O estudo também identificou a presença de elementos como vanádio (V), níquel (Ni), cobre (Cu), zinco (Zn) e arsênio (As), em concentrações menores, que não indicam propriamente uma contaminação, mas servem como alerta. Neste caso, também foram detectadas concentrações na rodovia Professor Zeferino Vaz (SP-332), que liga Campinas a Cosmópolis, passando por Paulínia.
Para o autor da pesquisa, o tecnólogo em saneamento ambiental Felippe Benavente Canteras, os resultados do estudo são preocupantes do ponto de vista ambiental, com riscos potenciais à saúde da população, à fauna e flora. Ele esclarece que os elementos presentes nestas rodovias podem ser dispersos pela ação da chuva e do vento, atingindo o lençol freático e plantações próximas às margens das rodovias. Felippe Canteras alerta também que trabalhadores das rodovias e mesmo os motoristas que trafegam por elas podem sofrer com a presença destes metais.
“As partículas presentes nos solos destas rodovias não são inertes. É engano considerar que não apresentam riscos à população, à fauna e flora. Estes elementos tóxicos, presentes na forma de material particulado, são suspensos pela ação vento, carregados por distâncias muito longas ou podem até mesmo alcançar o trato respiratório da população que passa por ali. E, com a chuva, isso pode contaminar o lençol freático também.”
O tecnólogo ambiental formado pela Faculdade de Tecnologia (FT) da Unicamp atenta para o fato de alguns destes elementos identificados em seu estudo serem cumulativos. Por isso, ele afirma que sua pesquisa fornece dados importantes para a tomada de decisão dos órgãos de fiscalização no sentido de identificarem as fontes poluidoras e estabelecerem intervenções de modo a não haver aumento nas concentrações dos metais pesados.
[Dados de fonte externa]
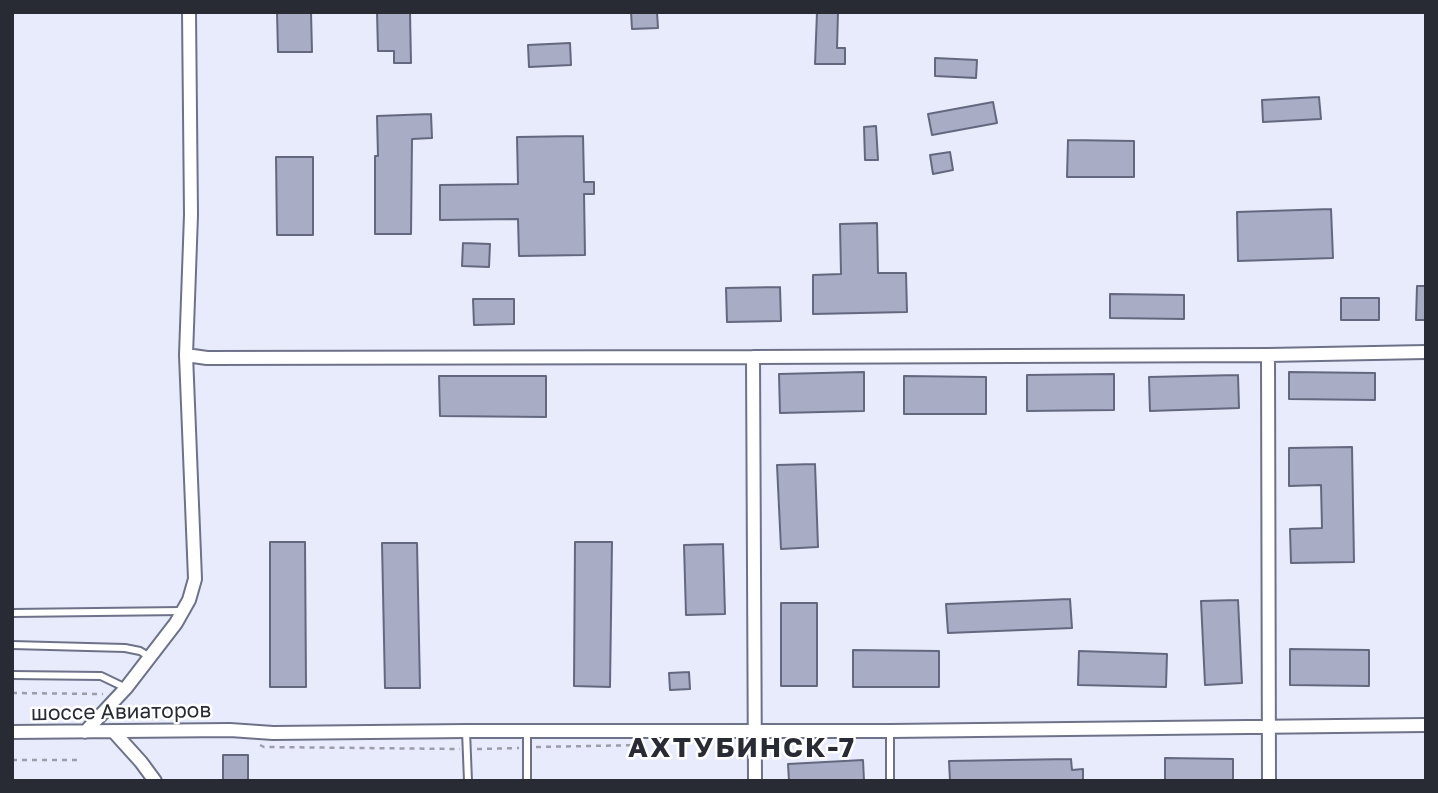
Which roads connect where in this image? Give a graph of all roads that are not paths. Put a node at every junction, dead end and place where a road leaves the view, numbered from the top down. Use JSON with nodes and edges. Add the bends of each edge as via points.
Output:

“De modo geral, os resultados servem como alerta, na medida em que a ação do homem, possivelmente, a poluição de automóveis e de indústrias do entorno interferem naquele ambiente. Portanto, um trabalho que deveria ser feito pelos órgãos competentes, a partir dos apontamentos da pesquisa, é a identificação das fontes dessa poluição. É fato que existe uma poluição atingindo o solo e os próprios elementos em maior concentração revelam isso”, sugere o pesquisador.
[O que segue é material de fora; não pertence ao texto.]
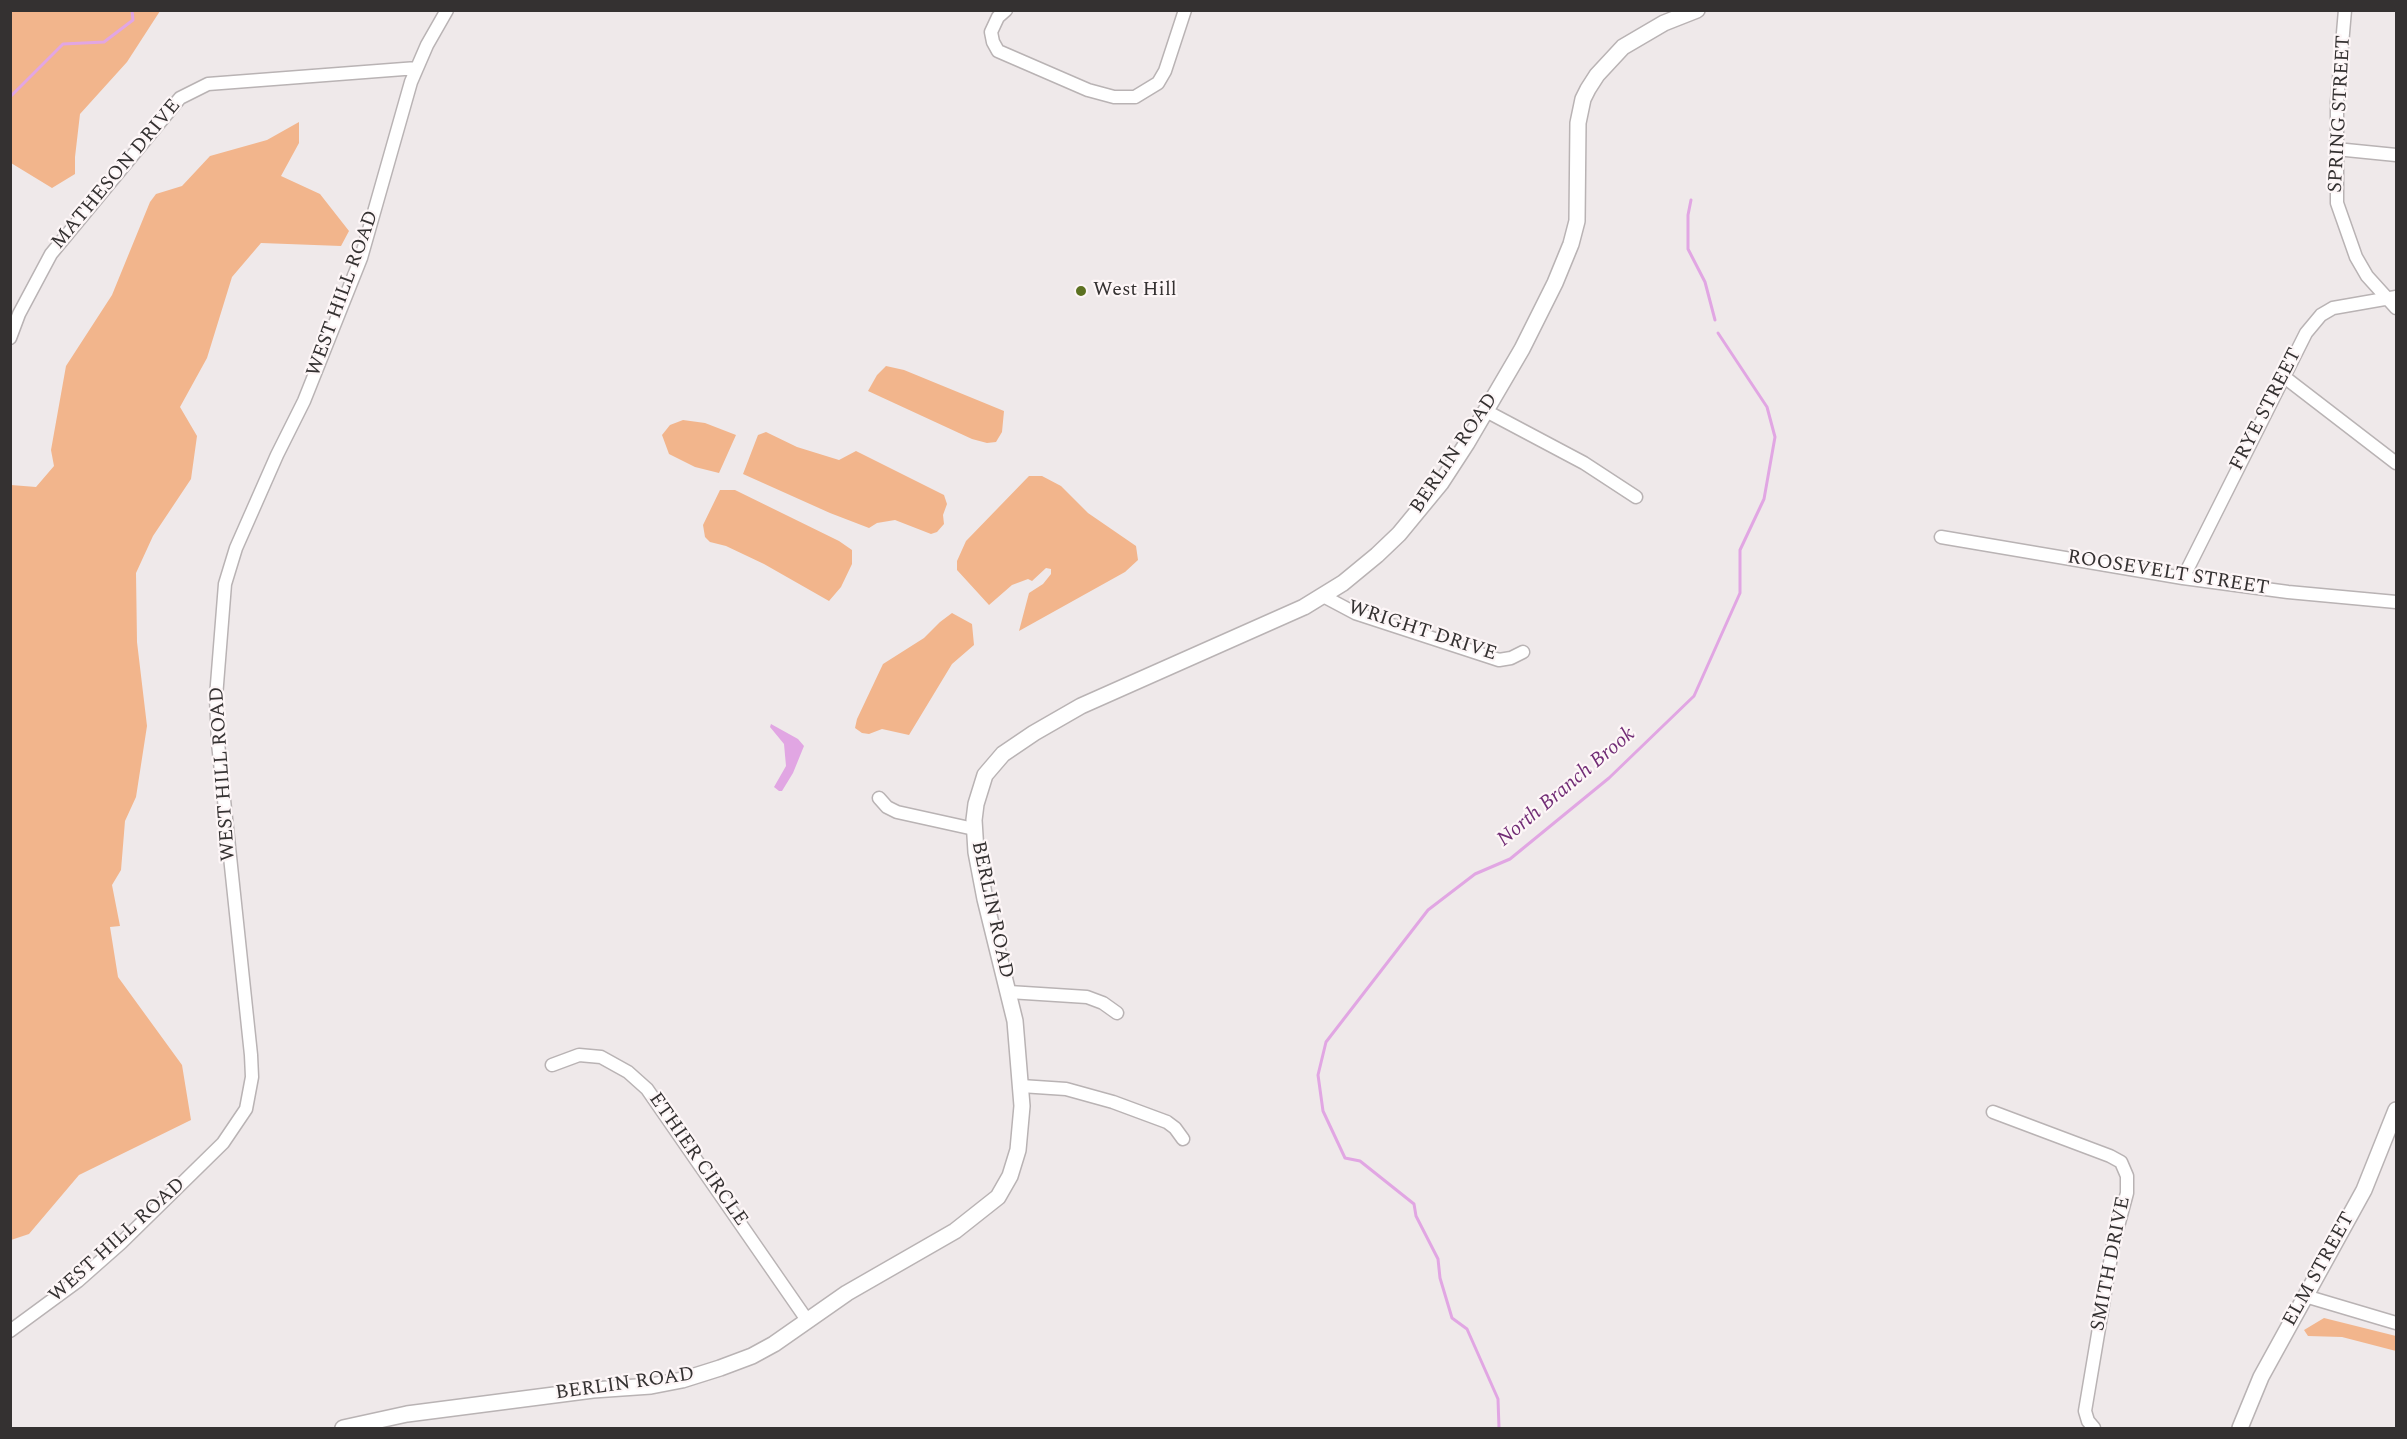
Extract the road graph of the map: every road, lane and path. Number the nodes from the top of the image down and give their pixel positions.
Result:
1 (447, 10) edge
2 (1006, 10) edge
3 (1185, 10) edge
4 (1697, 10) edge
5 (2345, 10) edge
6 (417, 68) junction
7 (2336, 149) junction
8 (2397, 155) edge
9 (2392, 297) edge
10 (2397, 308) edge
11 (10, 339) edge
12 (2283, 376) junction
13 (1486, 411) junction
14 (2397, 463) edge
15 (1636, 497) dead end
16 (1941, 537) dead end
17 (2183, 578) junction
18 (1323, 596) junction
19 (2397, 602) edge
20 (1523, 652) dead end
21 (879, 798) dead end
22 (974, 829) junction
23 (1009, 992) junction
24 (1117, 1012) dead end
25 (552, 1065) dead end
26 (1021, 1086) junction
27 (2397, 1110) edge
28 (1993, 1112) dead end
29 (1183, 1139) dead end
30 (2305, 1296) junction
31 (807, 1320) junction
32 (2397, 1323) edge
33 (10, 1331) edge
34 (343, 1428) edge
35 (2094, 1428) edge
36 (2240, 1428) edge

1 - 6 street, WEST HILL ROAD
2 - 3 street
4 - 13 street, BERLIN ROAD
5 - 7 street, SPRING STREET
6 - 11 street, MATHESON DRIVE
6 - 33 street, WEST HILL ROAD
7 - 8 street
7 - 9 street, SPRING STREET
9 - 10 street, SPRING STREET
9 - 12 street, FRYE STREET
12 - 14 street
12 - 17 street, FRYE STREET
13 - 15 street
13 - 18 street, BERLIN ROAD
16 - 17 street, ROOSEVELT STREET
17 - 19 street, ROOSEVELT STREET
18 - 20 street, WRIGHT DRIVE
18 - 22 street, BERLIN ROAD
21 - 22 street
22 - 23 street, BERLIN ROAD
23 - 24 street
23 - 26 street, BERLIN ROAD
25 - 31 street, ETHIER CIRCLE
26 - 29 street
26 - 31 street, BERLIN ROAD
27 - 30 street, ELM STREET
28 - 35 street, SMITH DRIVE
30 - 32 street
30 - 36 street, ELM STREET
31 - 34 street, BERLIN ROAD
As presenças do zinco e chumbo no solo denunciam um tipo de contaminação característica do tráfego de veículos, revela. “O zinco está muito ligado à queima do etanol. É um elemento presente nos tanques de armazenamento. A questão do controle veicular se limita muito aos gases, mas o carro não emite só aquilo que é volátil e vai para a atmosfera. Obviamente há o desgaste de peças. Outro caso é o do chumbo, que deixou de ser usado como aditivo de gasolina, mas ainda está presente no diesel assim como o enxofre. Temos também o enxofre, presente no diesel brasileiro. Portanto, outros estudos devem ser feitos a fim de precisar com detalhes os indicativos do meu trabalho”, salienta.
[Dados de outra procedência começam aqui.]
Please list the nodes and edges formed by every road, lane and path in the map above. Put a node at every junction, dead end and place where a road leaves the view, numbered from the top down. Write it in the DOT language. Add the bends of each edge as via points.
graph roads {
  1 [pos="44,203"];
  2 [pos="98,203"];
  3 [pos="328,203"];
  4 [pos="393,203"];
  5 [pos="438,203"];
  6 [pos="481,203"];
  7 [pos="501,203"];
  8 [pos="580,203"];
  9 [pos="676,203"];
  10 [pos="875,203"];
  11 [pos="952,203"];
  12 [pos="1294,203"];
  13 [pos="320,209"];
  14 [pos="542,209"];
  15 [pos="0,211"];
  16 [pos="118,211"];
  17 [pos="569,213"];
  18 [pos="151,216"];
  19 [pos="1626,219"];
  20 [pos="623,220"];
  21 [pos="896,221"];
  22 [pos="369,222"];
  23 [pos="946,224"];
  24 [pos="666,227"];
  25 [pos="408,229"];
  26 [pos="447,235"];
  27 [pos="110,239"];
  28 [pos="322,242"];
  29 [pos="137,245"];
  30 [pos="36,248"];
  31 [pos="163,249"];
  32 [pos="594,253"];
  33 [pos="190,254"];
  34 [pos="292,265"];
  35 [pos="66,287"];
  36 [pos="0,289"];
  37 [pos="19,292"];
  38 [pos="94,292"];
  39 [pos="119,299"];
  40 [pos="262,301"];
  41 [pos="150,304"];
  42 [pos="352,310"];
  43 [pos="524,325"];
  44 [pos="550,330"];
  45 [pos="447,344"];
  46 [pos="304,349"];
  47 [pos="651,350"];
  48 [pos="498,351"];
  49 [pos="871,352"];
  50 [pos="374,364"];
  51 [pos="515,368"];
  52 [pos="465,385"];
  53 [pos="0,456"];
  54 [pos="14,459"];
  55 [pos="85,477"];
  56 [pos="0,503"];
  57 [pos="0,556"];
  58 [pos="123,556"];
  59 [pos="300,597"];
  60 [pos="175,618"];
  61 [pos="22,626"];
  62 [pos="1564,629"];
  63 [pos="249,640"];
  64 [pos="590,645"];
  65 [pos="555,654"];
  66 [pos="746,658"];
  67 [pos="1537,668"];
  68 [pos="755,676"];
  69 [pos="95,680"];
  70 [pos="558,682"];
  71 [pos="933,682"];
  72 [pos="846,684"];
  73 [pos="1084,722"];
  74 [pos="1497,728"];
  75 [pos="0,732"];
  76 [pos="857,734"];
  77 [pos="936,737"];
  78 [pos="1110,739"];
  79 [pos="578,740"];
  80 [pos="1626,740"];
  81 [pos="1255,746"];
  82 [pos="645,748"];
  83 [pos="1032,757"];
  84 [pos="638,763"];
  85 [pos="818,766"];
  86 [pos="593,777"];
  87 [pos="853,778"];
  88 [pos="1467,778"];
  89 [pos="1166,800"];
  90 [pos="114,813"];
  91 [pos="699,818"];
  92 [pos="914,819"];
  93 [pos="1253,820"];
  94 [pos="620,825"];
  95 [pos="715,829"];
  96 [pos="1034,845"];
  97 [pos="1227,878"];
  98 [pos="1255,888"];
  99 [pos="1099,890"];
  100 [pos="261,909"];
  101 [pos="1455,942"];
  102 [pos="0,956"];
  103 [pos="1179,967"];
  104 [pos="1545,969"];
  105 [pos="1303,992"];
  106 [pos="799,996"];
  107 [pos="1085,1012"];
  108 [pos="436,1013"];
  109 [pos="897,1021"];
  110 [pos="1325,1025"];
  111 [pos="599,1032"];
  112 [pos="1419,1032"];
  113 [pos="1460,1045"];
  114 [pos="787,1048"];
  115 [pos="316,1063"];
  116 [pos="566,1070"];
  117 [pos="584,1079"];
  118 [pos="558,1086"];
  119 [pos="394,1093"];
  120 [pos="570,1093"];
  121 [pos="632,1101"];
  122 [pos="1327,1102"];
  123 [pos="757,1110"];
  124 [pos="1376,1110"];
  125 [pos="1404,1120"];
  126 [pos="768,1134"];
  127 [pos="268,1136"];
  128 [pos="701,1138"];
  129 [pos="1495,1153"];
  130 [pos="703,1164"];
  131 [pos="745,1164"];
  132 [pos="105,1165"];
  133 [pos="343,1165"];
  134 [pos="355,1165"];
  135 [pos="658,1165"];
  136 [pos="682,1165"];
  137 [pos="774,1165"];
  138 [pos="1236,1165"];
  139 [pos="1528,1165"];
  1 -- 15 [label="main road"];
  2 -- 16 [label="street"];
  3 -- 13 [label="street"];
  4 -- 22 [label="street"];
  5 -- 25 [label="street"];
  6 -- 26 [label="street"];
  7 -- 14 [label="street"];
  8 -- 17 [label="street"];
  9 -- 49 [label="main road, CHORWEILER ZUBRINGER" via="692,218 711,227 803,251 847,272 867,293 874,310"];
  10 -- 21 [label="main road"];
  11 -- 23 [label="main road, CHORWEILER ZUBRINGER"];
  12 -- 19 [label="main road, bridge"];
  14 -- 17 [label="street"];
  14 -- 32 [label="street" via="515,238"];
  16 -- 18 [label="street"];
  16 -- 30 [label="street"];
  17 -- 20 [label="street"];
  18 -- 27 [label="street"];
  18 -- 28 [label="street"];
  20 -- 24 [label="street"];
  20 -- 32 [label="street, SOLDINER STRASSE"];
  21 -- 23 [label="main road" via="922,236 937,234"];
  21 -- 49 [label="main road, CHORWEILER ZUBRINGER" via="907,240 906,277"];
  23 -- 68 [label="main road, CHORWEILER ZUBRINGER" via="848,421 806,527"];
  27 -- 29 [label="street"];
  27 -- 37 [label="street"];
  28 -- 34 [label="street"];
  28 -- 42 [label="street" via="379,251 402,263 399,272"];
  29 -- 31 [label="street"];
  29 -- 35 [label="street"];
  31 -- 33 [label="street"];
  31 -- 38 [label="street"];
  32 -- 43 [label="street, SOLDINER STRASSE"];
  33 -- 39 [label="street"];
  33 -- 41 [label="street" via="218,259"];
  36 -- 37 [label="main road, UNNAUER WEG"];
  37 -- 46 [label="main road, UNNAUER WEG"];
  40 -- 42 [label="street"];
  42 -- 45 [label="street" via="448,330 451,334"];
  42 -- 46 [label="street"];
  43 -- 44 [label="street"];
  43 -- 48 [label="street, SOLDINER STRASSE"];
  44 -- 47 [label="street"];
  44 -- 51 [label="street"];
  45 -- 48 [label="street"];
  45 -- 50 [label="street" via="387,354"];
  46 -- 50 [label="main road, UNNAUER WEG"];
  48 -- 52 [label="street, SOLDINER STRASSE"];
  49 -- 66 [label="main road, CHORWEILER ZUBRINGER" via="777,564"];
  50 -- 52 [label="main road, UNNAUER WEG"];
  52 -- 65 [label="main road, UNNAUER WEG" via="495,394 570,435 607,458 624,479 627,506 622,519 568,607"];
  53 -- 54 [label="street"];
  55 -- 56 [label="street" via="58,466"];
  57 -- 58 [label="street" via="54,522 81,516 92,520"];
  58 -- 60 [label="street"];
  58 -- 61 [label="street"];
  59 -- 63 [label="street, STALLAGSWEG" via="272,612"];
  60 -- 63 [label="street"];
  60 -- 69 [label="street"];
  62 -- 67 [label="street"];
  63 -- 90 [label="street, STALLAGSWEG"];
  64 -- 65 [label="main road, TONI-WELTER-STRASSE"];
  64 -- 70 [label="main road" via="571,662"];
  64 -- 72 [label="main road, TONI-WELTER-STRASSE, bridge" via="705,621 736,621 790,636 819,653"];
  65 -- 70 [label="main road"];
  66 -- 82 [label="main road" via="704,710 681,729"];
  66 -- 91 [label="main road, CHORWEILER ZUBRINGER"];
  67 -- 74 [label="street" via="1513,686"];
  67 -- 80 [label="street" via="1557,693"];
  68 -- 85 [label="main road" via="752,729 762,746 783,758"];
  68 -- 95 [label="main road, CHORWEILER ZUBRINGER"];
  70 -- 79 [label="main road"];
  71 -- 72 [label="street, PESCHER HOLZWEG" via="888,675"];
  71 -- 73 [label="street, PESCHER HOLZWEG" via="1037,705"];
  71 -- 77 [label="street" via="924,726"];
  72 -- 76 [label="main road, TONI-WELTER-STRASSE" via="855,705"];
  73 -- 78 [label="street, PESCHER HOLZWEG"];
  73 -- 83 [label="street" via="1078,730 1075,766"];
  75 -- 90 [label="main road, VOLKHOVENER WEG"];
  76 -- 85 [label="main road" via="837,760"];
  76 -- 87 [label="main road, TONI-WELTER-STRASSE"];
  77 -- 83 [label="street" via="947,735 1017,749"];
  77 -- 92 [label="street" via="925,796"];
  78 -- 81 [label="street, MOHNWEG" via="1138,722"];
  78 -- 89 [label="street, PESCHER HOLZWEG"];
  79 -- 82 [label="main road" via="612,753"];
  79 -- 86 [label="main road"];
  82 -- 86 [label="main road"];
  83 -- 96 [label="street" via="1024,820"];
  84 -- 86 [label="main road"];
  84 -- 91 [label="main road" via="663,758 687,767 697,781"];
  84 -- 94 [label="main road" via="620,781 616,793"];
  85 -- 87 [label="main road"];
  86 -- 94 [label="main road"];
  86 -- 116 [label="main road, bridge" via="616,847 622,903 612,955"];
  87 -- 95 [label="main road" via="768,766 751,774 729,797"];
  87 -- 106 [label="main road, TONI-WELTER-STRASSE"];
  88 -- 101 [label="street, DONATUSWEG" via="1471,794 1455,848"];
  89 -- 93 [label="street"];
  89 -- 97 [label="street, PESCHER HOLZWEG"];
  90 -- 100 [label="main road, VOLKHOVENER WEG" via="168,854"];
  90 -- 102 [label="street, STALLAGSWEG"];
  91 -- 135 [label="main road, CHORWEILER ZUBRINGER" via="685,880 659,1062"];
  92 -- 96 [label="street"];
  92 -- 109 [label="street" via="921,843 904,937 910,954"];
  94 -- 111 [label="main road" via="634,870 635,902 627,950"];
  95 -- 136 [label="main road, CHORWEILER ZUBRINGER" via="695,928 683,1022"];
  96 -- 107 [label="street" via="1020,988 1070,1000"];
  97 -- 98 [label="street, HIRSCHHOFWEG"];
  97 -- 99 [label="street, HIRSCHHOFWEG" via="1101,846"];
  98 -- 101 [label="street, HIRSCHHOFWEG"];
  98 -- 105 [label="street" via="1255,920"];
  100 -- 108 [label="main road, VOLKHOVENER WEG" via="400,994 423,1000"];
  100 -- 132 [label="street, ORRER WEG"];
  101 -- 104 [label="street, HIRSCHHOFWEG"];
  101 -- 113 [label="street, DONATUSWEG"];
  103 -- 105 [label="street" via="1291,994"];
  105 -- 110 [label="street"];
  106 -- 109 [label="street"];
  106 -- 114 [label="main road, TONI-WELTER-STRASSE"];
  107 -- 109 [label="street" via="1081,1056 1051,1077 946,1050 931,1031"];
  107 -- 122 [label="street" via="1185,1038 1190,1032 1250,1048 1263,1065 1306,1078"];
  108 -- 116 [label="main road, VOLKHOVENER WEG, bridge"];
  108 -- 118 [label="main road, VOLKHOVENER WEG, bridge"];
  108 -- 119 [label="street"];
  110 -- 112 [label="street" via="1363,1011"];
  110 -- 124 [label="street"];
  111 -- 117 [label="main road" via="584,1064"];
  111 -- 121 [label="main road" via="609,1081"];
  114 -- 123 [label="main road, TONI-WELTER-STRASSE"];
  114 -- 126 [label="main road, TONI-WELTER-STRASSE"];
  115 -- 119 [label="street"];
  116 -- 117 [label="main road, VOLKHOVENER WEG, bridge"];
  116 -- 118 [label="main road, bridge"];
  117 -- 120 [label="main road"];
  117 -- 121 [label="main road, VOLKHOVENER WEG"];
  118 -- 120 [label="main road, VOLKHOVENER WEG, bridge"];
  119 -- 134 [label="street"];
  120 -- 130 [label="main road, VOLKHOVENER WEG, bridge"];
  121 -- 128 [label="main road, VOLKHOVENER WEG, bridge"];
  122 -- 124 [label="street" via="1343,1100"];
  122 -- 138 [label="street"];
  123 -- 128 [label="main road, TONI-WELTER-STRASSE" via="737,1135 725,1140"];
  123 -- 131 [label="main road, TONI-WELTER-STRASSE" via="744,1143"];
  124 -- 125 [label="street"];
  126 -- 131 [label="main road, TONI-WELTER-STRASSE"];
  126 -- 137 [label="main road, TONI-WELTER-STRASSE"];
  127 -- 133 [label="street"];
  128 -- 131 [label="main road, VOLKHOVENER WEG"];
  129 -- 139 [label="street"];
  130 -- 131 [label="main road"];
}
Felippe Canteras informa que a concentração dos elementos foi comparada com a legislação sobre qualidade dos solos estabelecida pela Companhia de Tecnologia de Saneamento Ambiental (Cetesb) do Estado de São Paulo. De acordo com ele, a legislação estabelece três faixas de valores máximos orientadores da qualidade do solo: valores de referência de qualidade; valores de prevenção; e valores de intervenção, que já apontam uma contaminação.
Com base na legislação da Cetesb, os resultados dão conta que as concentrações de cromo na rodovia Anhanguera ultrapassaram os valores de intervenção. Na Rodovia dos Bandeirantes e na Dom Pedro I as concentrações de cromo também excederam o valor de intervenção. Quanto ao chumbo, na rodovia Dom Pedro I foram observados valores acima dos de intervenção. Além disso, apenas o vanádio, na Rodovia dos Bandeirantes, não apresentou concentrações acima do valor de qualidade. Todos os outros elementos tiveram, ao menos, uma amostra com resultados acima dos valores de referência de qualidade.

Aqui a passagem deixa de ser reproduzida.